DATA FOR PROCESSING Block Start
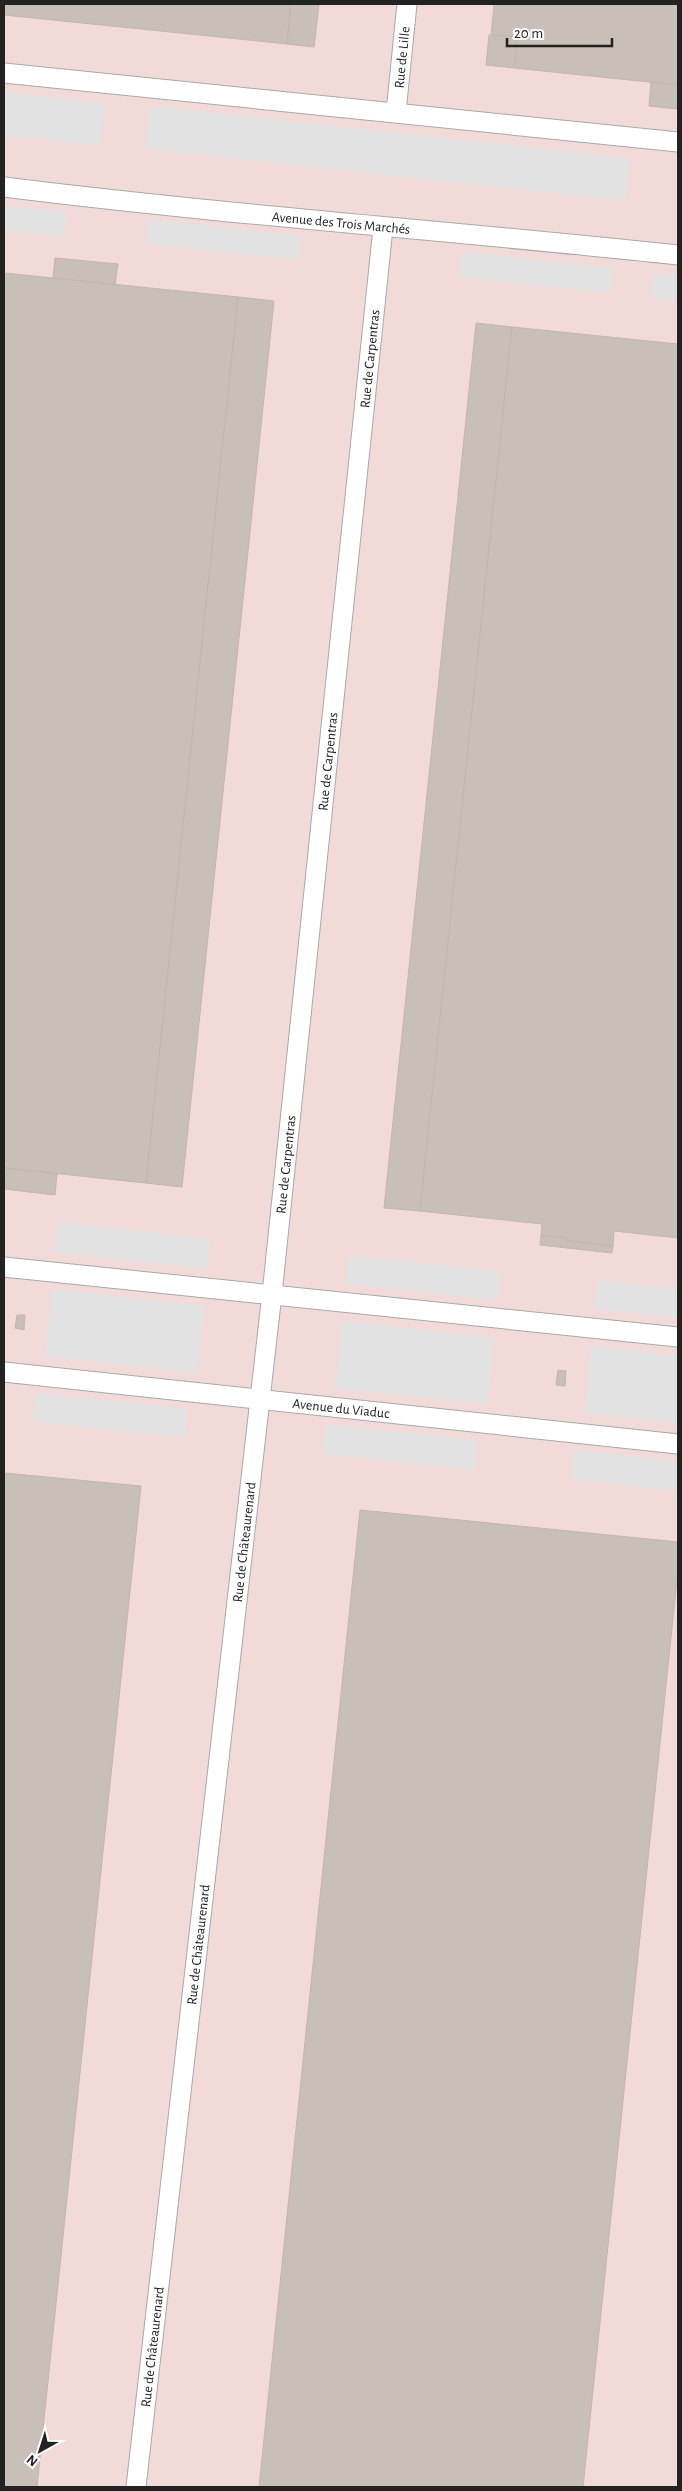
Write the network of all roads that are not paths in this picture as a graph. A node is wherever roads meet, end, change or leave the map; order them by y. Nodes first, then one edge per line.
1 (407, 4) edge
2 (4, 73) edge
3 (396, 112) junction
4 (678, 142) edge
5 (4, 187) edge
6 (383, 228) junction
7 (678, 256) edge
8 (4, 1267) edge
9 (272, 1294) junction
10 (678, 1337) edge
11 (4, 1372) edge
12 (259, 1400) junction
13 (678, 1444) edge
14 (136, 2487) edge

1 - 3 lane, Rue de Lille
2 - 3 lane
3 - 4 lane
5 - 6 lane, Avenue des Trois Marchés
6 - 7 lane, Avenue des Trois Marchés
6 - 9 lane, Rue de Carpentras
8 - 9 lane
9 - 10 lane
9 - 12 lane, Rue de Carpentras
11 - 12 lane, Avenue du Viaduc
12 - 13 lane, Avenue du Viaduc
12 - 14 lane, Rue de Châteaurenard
DATA FOR PROCESSING Block End
- _WORK REQUIRED_
An exact copy of every line above, minus the pictures, is the required output.

- _RESULT OF THE EXERCISE_
Write the network of all roads that are not paths in this picture as a graph. A node is wherever roads meet, end, change or leave the map; order them by y. Nodes first, then one edge per line.
1 (407, 4) edge
2 (4, 73) edge
3 (396, 112) junction
4 (678, 142) edge
5 (4, 187) edge
6 (383, 228) junction
7 (678, 256) edge
8 (4, 1267) edge
9 (272, 1294) junction
10 (678, 1337) edge
11 (4, 1372) edge
12 (259, 1400) junction
13 (678, 1444) edge
14 (136, 2487) edge

1 - 3 lane, Rue de Lille
2 - 3 lane
3 - 4 lane
5 - 6 lane, Avenue des Trois Marchés
6 - 7 lane, Avenue des Trois Marchés
6 - 9 lane, Rue de Carpentras
8 - 9 lane
9 - 10 lane
9 - 12 lane, Rue de Carpentras
11 - 12 lane, Avenue du Viaduc
12 - 13 lane, Avenue du Viaduc
12 - 14 lane, Rue de Châteaurenard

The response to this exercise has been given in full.